*** Opening of RECORDED DATA ***
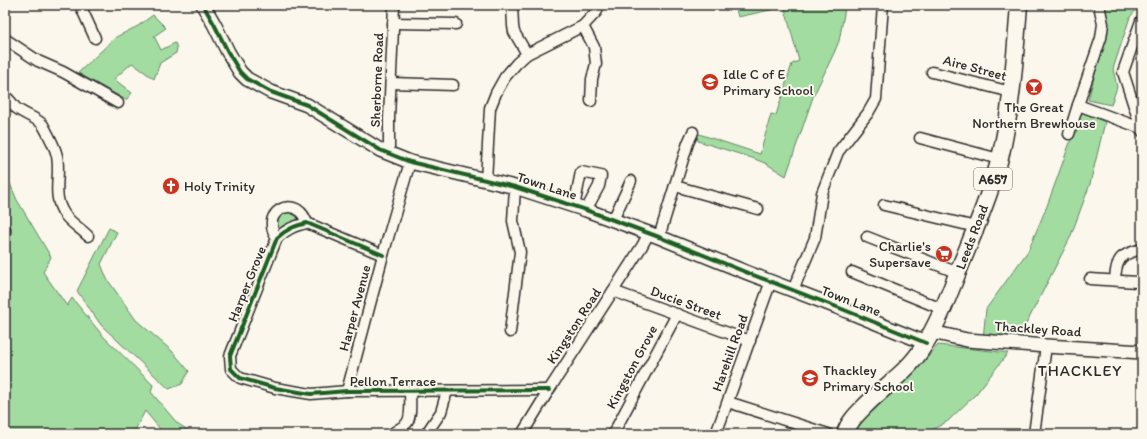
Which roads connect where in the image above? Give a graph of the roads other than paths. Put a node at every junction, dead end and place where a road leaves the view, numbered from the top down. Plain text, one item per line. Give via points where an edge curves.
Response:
1 (80, 5) edge
2 (512, 5) edge
3 (883, 5) edge
4 (1019, 5) edge
5 (1100, 5) edge
6 (204, 6) edge
7 (394, 6) dead end
8 (597, 11) dead end
9 (1141, 21) dead end
10 (393, 23) junction
11 (456, 24) dead end
12 (583, 26) junction
13 (95, 38) dead end
14 (5, 39) edge
15 (527, 54) junction
16 (932, 72) dead end
17 (391, 83) junction
18 (453, 85) dead end
19 (1011, 92) junction
20 (5, 96) edge
21 (591, 102) dead end
22 (118, 103) dead end
23 (1082, 106) junction
24 (1142, 129) edge
25 (692, 132) dead end
26 (1069, 134) dead end
27 (920, 138) dead end
28 (389, 154) junction
29 (999, 159) junction
30 (410, 162) junction
31 (486, 181) junction
32 (631, 181) dead end
33 (675, 186) junction
34 (515, 187) junction
35 (884, 205) dead end
36 (758, 209) dead end
37 (613, 220) junction
38 (308, 223) junction
39 (976, 227) junction
40 (654, 235) junction
41 (88, 236) dead end
42 (867, 237) dead end
43 (277, 238) junction
44 (1142, 248) edge
45 (383, 255) junction
46 (852, 272) dead end
47 (958, 273) junction
48 (1090, 279) dead end
49 (1115, 280) junction
50 (771, 282) junction
51 (1137, 282) dead end
52 (793, 290) junction
53 (613, 291) junction
54 (942, 309) junction
55 (677, 314) junction
56 (510, 332) dead end
57 (929, 337) junction
58 (750, 341) junction
59 (1046, 346) junction
60 (1142, 352) edge
61 (240, 378) joint
62 (549, 390) junction
63 (447, 391) junction
64 (347, 392) junction
65 (410, 392) junction
66 (728, 402) junction
67 (392, 434) edge
68 (426, 434) edge
69 (522, 434) edge
70 (612, 434) edge
71 (716, 434) edge
72 (828, 434) edge
73 (845, 434) edge
74 (1034, 434) edge

1 - 13 street
2 - 15 street via 512,26
3 - 52 street via 876,99 838,152 822,193 815,238
4 - 19 main road, Leeds Road / A657
5 - 23 street via 1104,24
6 - 28 street, Town Lane via 228,52 247,79 271,92 307,105
7 - 10 street, Sherborne Road
8 - 12 street
9 - 24 street via 1123,72
10 - 11 street
10 - 17 street, Sherborne Road
12 - 15 street
12 - 21 street via 594,47 596,64 592,79
14 - 22 street via 38,61 58,69
15 - 31 street via 505,77 490,108
16 - 19 street, Aire Street
17 - 18 street
17 - 28 street, Sherborne Road
19 - 29 main road, Leeds Road / A657
20 - 41 street via 16,107 42,124 57,156 60,207 65,216
23 - 24 street
23 - 26 street
25 - 33 street, Kingston Road
27 - 29 street
28 - 30 street, Town Lane
29 - 39 main road, Leeds Road / A657
30 - 31 street, Town Lane
30 - 45 street, Harper Avenue
31 - 34 street, Town Lane
32 - 37 street
33 - 36 street
33 - 40 street, Kingston Road
34 - 37 street, Town Lane
34 - 56 street via 513,221 520,252
35 - 39 street
37 - 40 street, Town Lane
38 - 43 street, Harper Grove via 292,227
38 - 43 street, Harper Grove via 299,211 289,207 283,208 272,220 273,232
38 - 45 street, Harper Grove
39 - 47 main road, Leeds Road / A657
40 - 50 street, Town Lane
40 - 53 street, Kingston Road via 642,246
42 - 47 street
43 - 61 street, Harper Grove via 230,356 231,369
44 - 49 street via 1128,252 1120,258 1115,269
45 - 64 street, Harper Avenue
46 - 54 street
47 - 54 main road, Leeds Road / A657
48 - 49 street
49 - 51 street
50 - 52 street, Town Lane
50 - 58 street, Harehill Road
52 - 57 street, Town Lane
53 - 55 street, Ducie Street
53 - 62 street, Kingston Road
54 - 57 main road, Leeds Road / A657
55 - 58 street, Ducie Street
55 - 70 street, Kingston Grove
57 - 59 street, Thackley Road
57 - 73 main road, Leeds Road / A657 via 914,359 854,417
58 - 66 street, Harehill Road
59 - 60 street, Thackley Road
59 - 74 street
61 - 64 street, Pellon Terrace via 275,388 311,394
62 - 63 street, Pellon Terrace
62 - 69 street, Kingston Road
63 - 65 street, Pellon Terrace
63 - 68 street via 441,412
64 - 65 street, Pellon Terrace
65 - 67 street via 408,420
66 - 71 street, Harehill Road
66 - 72 street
*** Close of RECORDED DATA ***
- **WHAT YOU HAVE TO DO**
The answer must repeat every line of the listing exactly and leave the pictures out.

- **YOUR SOLUTION**
Which roads connect where in the image above? Give a graph of the roads other than paths. Put a node at every junction, dead end and place where a road leaves the view, numbered from the top down. Plain text, one item per line. Give via points where an edge curves.
Response:
1 (80, 5) edge
2 (512, 5) edge
3 (883, 5) edge
4 (1019, 5) edge
5 (1100, 5) edge
6 (204, 6) edge
7 (394, 6) dead end
8 (597, 11) dead end
9 (1141, 21) dead end
10 (393, 23) junction
11 (456, 24) dead end
12 (583, 26) junction
13 (95, 38) dead end
14 (5, 39) edge
15 (527, 54) junction
16 (932, 72) dead end
17 (391, 83) junction
18 (453, 85) dead end
19 (1011, 92) junction
20 (5, 96) edge
21 (591, 102) dead end
22 (118, 103) dead end
23 (1082, 106) junction
24 (1142, 129) edge
25 (692, 132) dead end
26 (1069, 134) dead end
27 (920, 138) dead end
28 (389, 154) junction
29 (999, 159) junction
30 (410, 162) junction
31 (486, 181) junction
32 (631, 181) dead end
33 (675, 186) junction
34 (515, 187) junction
35 (884, 205) dead end
36 (758, 209) dead end
37 (613, 220) junction
38 (308, 223) junction
39 (976, 227) junction
40 (654, 235) junction
41 (88, 236) dead end
42 (867, 237) dead end
43 (277, 238) junction
44 (1142, 248) edge
45 (383, 255) junction
46 (852, 272) dead end
47 (958, 273) junction
48 (1090, 279) dead end
49 (1115, 280) junction
50 (771, 282) junction
51 (1137, 282) dead end
52 (793, 290) junction
53 (613, 291) junction
54 (942, 309) junction
55 (677, 314) junction
56 (510, 332) dead end
57 (929, 337) junction
58 (750, 341) junction
59 (1046, 346) junction
60 (1142, 352) edge
61 (240, 378) joint
62 (549, 390) junction
63 (447, 391) junction
64 (347, 392) junction
65 (410, 392) junction
66 (728, 402) junction
67 (392, 434) edge
68 (426, 434) edge
69 (522, 434) edge
70 (612, 434) edge
71 (716, 434) edge
72 (828, 434) edge
73 (845, 434) edge
74 (1034, 434) edge

1 - 13 street
2 - 15 street via 512,26
3 - 52 street via 876,99 838,152 822,193 815,238
4 - 19 main road, Leeds Road / A657
5 - 23 street via 1104,24
6 - 28 street, Town Lane via 228,52 247,79 271,92 307,105
7 - 10 street, Sherborne Road
8 - 12 street
9 - 24 street via 1123,72
10 - 11 street
10 - 17 street, Sherborne Road
12 - 15 street
12 - 21 street via 594,47 596,64 592,79
14 - 22 street via 38,61 58,69
15 - 31 street via 505,77 490,108
16 - 19 street, Aire Street
17 - 18 street
17 - 28 street, Sherborne Road
19 - 29 main road, Leeds Road / A657
20 - 41 street via 16,107 42,124 57,156 60,207 65,216
23 - 24 street
23 - 26 street
25 - 33 street, Kingston Road
27 - 29 street
28 - 30 street, Town Lane
29 - 39 main road, Leeds Road / A657
30 - 31 street, Town Lane
30 - 45 street, Harper Avenue
31 - 34 street, Town Lane
32 - 37 street
33 - 36 street
33 - 40 street, Kingston Road
34 - 37 street, Town Lane
34 - 56 street via 513,221 520,252
35 - 39 street
37 - 40 street, Town Lane
38 - 43 street, Harper Grove via 292,227
38 - 43 street, Harper Grove via 299,211 289,207 283,208 272,220 273,232
38 - 45 street, Harper Grove
39 - 47 main road, Leeds Road / A657
40 - 50 street, Town Lane
40 - 53 street, Kingston Road via 642,246
42 - 47 street
43 - 61 street, Harper Grove via 230,356 231,369
44 - 49 street via 1128,252 1120,258 1115,269
45 - 64 street, Harper Avenue
46 - 54 street
47 - 54 main road, Leeds Road / A657
48 - 49 street
49 - 51 street
50 - 52 street, Town Lane
50 - 58 street, Harehill Road
52 - 57 street, Town Lane
53 - 55 street, Ducie Street
53 - 62 street, Kingston Road
54 - 57 main road, Leeds Road / A657
55 - 58 street, Ducie Street
55 - 70 street, Kingston Grove
57 - 59 street, Thackley Road
57 - 73 main road, Leeds Road / A657 via 914,359 854,417
58 - 66 street, Harehill Road
59 - 60 street, Thackley Road
59 - 74 street
61 - 64 street, Pellon Terrace via 275,388 311,394
62 - 63 street, Pellon Terrace
62 - 69 street, Kingston Road
63 - 65 street, Pellon Terrace
63 - 68 street via 441,412
64 - 65 street, Pellon Terrace
65 - 67 street via 408,420
66 - 71 street, Harehill Road
66 - 72 street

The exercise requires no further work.